= Elliot Carter =

American writer and historian

Elliot Carter is a writer and historian in Washington, D.C.

== Life and career ==
Carter is a contributing writer for the Washington Post, Politico, Washingtonian Magazine and Slate. His work has appeared in outlets such as Atlas Obscura, Vice, Real Clear Defense, and DCist. His work is heavily focused on Washington D.C.’s architecture, geography and history.

In 2016, Carter obtained and published maps of the District of Columbia compiled during the Cold War by a military intelligence office in the USSR. He noted in an interview that the Soviet maps were far more detailed than their publicly available U.S. counterparts, capturing sensitive information about military bases and the layout of utility infrastructure.

In 2017, Carter’s research about the atomic bomb-proof vault that protects the U.S. Constitution led to the rediscovery of a refrigerator-sized electrical model of the vault in the basement of the National Archives. The device was subsequently restored, and now stands in the Archives building on Pennsylvania Avenue beside a commemorative historical plaque.

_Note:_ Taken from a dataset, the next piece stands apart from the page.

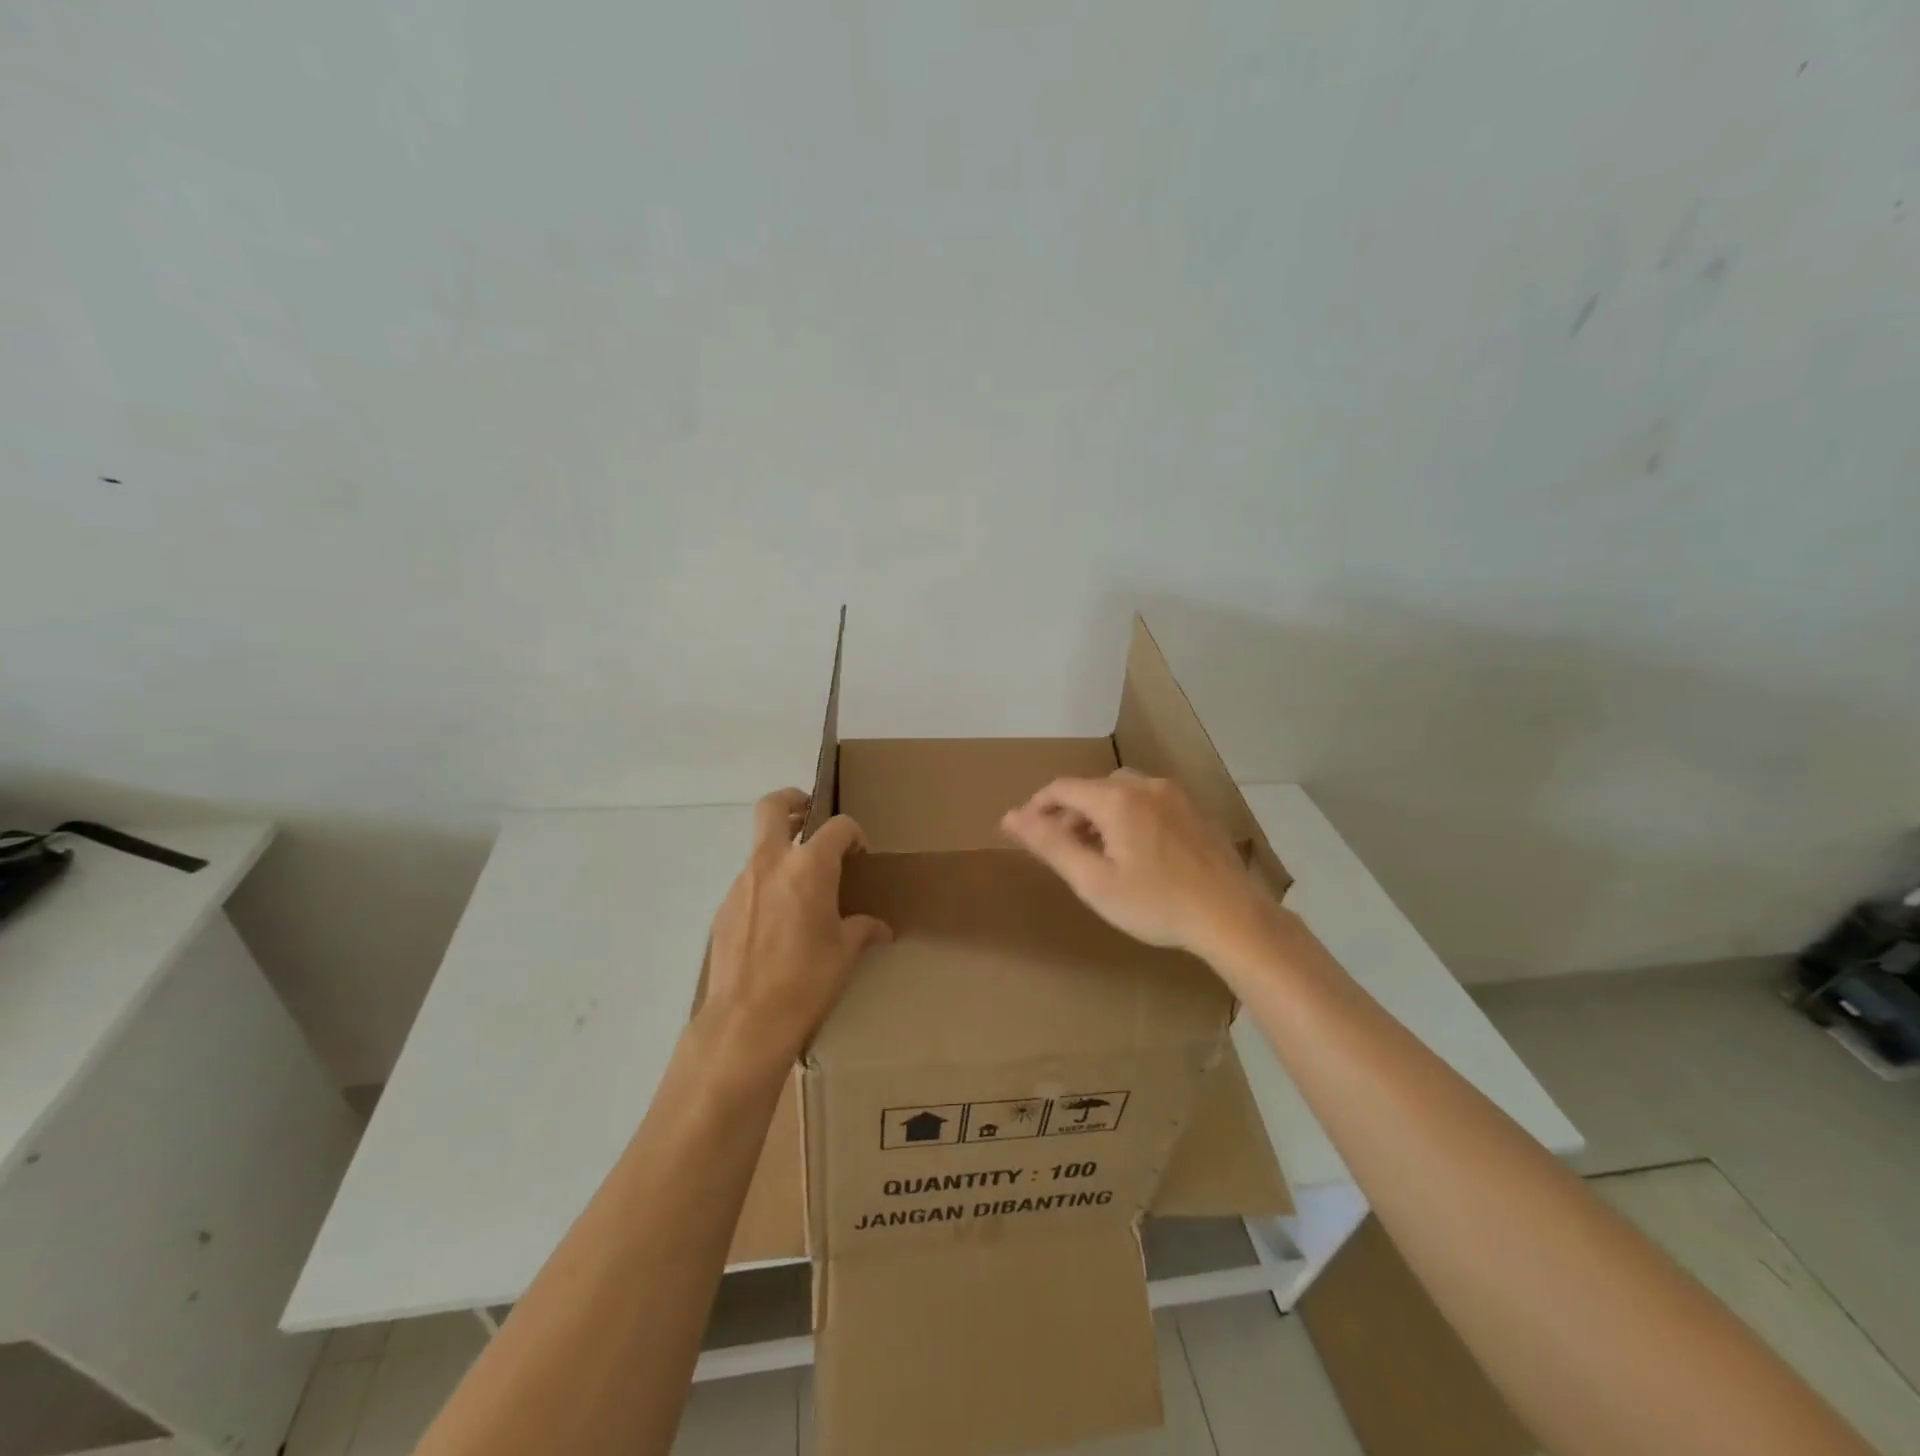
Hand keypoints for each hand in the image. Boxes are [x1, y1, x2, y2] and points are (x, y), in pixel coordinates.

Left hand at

In 2018 Carter was awarded a grant from the D.C. Commission on the Arts and Humanities “to compile a meticulous anthology of all the tunnels in the District — subway and freight rail tunnels, pedestrian passageways, underground steam tunnels, sewage and water pipelines.” According to an article in CityLab, Carter is using tunnels to explore the “cultural history of the federal government and the city where it sits.”